It is extended to an arbitrary matrix $\Phi$ in:
Dmitry M. Malioutov, Mujdat Cetin, and Alan S. Willsky. Homotopy continuation for sparse signal representation. In IEEE Int. Conf. Acoustics, Speech and Signal Processing, Philadelphia, PA, volume 5, pages 733?736, March 2005.
This algorithm is closely related to the LARS algorithm, that is an approximate method:
Bradley Efron, Trevor Hastie, Iain M. Johnstone, and Robert Tibshirani. Least angle regression. The Annals of Statistics, 32(2):407?499, 2004.
A theoretical analysis of the homotopy algorithm when the dictionary $\Phi$ is incoherent is performed in:
David L. Donoho, Yaakov Tsaig, Fast Solution of l1-Norm Minimization Problems When the Solution May Be Sparse.

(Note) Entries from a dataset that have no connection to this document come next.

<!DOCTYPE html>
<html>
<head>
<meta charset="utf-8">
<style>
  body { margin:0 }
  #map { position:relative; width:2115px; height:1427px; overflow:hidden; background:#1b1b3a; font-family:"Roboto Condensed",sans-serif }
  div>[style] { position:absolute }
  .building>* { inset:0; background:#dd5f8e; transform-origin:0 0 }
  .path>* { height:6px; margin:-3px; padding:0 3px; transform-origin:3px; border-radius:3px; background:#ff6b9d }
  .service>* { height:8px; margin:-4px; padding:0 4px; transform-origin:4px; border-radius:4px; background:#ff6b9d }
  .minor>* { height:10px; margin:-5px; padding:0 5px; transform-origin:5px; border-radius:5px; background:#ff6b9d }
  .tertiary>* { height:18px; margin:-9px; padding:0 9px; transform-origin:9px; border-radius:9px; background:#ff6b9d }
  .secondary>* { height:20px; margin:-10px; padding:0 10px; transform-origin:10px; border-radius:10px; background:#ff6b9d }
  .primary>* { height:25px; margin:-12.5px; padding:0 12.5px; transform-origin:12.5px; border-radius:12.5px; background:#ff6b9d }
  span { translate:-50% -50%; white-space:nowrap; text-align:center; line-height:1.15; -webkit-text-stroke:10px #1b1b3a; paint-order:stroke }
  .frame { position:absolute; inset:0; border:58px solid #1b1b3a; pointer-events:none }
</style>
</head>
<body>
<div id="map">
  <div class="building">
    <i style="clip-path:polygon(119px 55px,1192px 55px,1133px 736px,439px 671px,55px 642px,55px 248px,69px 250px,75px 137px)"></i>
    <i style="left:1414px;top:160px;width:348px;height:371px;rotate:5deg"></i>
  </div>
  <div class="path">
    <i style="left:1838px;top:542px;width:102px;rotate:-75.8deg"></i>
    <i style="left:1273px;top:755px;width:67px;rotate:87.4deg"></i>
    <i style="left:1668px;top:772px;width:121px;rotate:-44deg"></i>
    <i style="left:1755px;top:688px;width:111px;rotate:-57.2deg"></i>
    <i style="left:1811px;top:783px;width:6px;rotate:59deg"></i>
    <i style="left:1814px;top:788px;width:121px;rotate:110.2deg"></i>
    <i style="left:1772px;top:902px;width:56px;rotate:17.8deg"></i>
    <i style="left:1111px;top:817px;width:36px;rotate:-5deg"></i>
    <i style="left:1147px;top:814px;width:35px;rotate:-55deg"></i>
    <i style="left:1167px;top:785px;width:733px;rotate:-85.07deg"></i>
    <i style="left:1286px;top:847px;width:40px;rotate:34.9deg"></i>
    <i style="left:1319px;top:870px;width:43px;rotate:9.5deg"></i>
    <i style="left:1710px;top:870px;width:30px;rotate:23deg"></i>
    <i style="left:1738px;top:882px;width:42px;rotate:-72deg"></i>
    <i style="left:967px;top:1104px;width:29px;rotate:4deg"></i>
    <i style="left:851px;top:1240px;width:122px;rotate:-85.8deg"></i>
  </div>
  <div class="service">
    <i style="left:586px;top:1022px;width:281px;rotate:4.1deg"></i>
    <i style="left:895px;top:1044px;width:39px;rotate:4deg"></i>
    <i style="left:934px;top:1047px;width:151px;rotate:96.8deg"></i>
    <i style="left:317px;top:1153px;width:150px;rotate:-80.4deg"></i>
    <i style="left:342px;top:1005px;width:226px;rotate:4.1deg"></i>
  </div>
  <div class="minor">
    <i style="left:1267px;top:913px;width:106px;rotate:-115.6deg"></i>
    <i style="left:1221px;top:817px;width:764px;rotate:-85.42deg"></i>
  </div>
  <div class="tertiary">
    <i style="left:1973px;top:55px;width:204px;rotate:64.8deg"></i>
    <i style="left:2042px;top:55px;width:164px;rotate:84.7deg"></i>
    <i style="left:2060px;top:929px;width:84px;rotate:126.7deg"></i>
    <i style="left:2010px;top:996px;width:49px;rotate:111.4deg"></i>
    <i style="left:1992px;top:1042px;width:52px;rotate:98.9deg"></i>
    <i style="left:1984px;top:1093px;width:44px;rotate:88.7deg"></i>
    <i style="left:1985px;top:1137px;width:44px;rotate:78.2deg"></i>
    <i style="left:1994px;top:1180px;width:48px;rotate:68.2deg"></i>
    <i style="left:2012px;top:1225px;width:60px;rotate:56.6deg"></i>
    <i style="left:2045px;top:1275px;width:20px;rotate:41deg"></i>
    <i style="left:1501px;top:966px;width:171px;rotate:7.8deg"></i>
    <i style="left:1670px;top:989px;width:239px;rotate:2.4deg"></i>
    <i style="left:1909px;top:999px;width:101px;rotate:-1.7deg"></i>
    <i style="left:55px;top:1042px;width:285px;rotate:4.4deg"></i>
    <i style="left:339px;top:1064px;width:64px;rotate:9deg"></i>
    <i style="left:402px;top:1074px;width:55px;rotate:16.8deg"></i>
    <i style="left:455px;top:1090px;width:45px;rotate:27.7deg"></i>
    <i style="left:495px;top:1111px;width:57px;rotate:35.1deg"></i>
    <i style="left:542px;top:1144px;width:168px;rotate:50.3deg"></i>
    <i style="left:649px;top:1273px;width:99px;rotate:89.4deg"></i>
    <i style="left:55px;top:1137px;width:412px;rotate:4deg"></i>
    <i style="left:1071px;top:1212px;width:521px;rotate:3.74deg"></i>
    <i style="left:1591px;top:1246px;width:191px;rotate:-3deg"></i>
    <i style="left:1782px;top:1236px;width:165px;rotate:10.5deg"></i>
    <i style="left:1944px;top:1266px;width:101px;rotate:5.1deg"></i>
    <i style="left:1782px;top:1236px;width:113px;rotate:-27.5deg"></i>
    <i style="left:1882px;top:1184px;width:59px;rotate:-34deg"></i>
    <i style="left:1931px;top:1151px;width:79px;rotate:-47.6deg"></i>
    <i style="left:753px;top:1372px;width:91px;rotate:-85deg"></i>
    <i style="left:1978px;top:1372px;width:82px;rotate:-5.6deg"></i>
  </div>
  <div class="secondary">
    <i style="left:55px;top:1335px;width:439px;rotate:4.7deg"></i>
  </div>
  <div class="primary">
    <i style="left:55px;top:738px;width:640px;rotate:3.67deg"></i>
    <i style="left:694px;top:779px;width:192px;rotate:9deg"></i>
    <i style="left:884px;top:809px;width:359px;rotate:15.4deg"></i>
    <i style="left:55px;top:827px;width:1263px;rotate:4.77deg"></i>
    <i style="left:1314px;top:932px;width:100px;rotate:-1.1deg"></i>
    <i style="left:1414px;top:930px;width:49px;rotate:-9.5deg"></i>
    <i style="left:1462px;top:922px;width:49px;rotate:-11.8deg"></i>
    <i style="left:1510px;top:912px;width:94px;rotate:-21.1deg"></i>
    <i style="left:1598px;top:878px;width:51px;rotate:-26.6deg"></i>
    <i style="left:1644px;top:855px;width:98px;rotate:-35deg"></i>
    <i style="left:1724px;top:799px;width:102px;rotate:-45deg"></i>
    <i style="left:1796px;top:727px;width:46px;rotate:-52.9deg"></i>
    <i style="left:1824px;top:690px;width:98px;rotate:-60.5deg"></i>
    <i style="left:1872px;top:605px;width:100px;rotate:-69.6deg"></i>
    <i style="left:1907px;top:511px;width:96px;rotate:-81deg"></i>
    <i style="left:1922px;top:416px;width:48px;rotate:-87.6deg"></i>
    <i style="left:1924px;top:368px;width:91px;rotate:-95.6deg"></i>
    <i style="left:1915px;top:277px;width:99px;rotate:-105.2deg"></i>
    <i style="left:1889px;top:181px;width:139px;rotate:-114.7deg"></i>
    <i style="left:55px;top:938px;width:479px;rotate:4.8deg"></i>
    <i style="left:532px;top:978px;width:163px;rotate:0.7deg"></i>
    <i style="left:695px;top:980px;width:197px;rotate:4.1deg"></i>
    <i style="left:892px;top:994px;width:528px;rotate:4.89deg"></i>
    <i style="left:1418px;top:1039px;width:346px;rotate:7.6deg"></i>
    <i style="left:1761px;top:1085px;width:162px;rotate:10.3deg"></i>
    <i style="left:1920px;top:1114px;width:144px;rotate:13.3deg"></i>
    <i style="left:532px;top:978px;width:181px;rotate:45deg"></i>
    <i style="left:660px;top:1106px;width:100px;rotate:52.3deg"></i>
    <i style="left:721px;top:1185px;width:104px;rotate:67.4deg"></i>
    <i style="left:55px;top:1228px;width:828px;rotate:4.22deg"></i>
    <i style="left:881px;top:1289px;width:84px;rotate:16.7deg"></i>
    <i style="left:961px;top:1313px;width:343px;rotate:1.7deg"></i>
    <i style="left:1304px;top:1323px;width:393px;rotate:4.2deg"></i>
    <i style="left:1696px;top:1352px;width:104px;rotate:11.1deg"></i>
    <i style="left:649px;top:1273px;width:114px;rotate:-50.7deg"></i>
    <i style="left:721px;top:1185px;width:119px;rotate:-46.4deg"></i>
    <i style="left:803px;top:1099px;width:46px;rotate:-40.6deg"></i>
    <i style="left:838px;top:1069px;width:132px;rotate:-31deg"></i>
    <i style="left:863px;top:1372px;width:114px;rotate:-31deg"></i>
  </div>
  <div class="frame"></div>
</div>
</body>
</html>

IEEE Transactions on Information Theory 54(11): 4789-4812, 2008.
For large values of $\la>\la_1$, the solution is $x_\la = 0$. The solution $0$ satisfies the constraints (C2) until $$ \la = \la_1 = \norm{ \Phi^* y }_\infty $$ The support is then a single Dirac $$ I(x_\la) = \{i_0\} \qwhereq \abs{\dotp{\phi_{i_0}}{y}} = \norm{ \Phi^* y }_\infty. $$
We thus initialize the algorithm with this value of $\la=\la_1$ and $I$, together with the solution $x_\la=0$.
C = Phi'*y;
[lambda,I] = max(abs(C));
x = zeros(N,1);
The algorithm proceeds by computing iteratively the value of $x_\la$ at the breakpoints $(\la_k)_k$ for increasing values of $k>1$.
We suppose we are at iteration $k$ and have compute the solution $x_\la$ at $\la=\la_k$. For small values of $\ga>0$, the solution $x_{\la-\ga}$ is supported on the fixed support $I$ that has already been computed.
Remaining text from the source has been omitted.